» Assignment
Only the text belongs in the copy. Transcribe the data exactly and drop any pictures.

Input data Start Marker

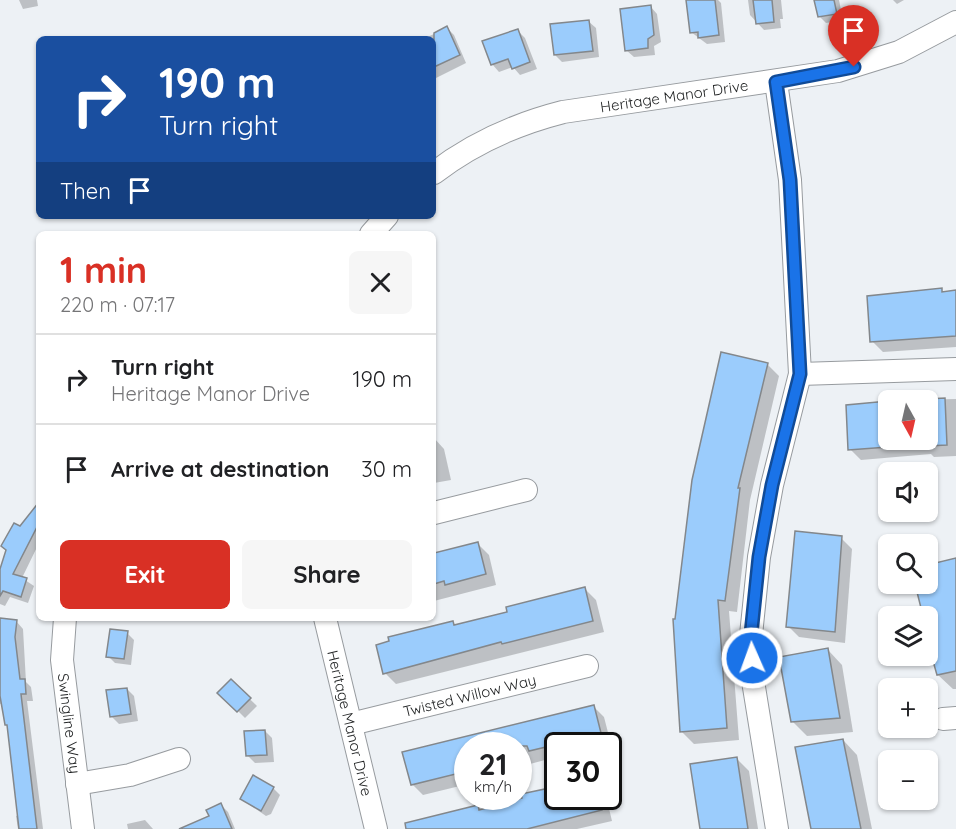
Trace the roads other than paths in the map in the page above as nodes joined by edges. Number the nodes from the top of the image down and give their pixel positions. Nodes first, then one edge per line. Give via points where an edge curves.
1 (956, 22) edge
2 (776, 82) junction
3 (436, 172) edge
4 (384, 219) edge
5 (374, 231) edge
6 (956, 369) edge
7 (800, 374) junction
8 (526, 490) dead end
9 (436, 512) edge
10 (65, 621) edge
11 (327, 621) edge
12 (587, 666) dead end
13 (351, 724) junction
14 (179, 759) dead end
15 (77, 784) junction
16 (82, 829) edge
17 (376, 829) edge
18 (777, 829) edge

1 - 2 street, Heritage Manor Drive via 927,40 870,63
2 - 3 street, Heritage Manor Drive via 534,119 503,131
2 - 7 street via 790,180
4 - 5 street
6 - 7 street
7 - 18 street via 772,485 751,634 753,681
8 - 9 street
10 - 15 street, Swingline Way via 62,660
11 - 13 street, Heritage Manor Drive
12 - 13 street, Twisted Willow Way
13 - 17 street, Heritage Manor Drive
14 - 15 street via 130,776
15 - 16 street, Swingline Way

Input data End Marker

» Problem solution
Trace the roads other than paths in the map in the page above as nodes joined by edges. Number the nodes from the top of the image down and give their pixel positions. Nodes first, then one edge per line. Give via points where an edge curves.
1 (956, 22) edge
2 (776, 82) junction
3 (436, 172) edge
4 (384, 219) edge
5 (374, 231) edge
6 (956, 369) edge
7 (800, 374) junction
8 (526, 490) dead end
9 (436, 512) edge
10 (65, 621) edge
11 (327, 621) edge
12 (587, 666) dead end
13 (351, 724) junction
14 (179, 759) dead end
15 (77, 784) junction
16 (82, 829) edge
17 (376, 829) edge
18 (777, 829) edge

1 - 2 street, Heritage Manor Drive via 927,40 870,63
2 - 3 street, Heritage Manor Drive via 534,119 503,131
2 - 7 street via 790,180
4 - 5 street
6 - 7 street
7 - 18 street via 772,485 751,634 753,681
8 - 9 street
10 - 15 street, Swingline Way via 62,660
11 - 13 street, Heritage Manor Drive
12 - 13 street, Twisted Willow Way
13 - 17 street, Heritage Manor Drive
14 - 15 street via 130,776
15 - 16 street, Swingline Way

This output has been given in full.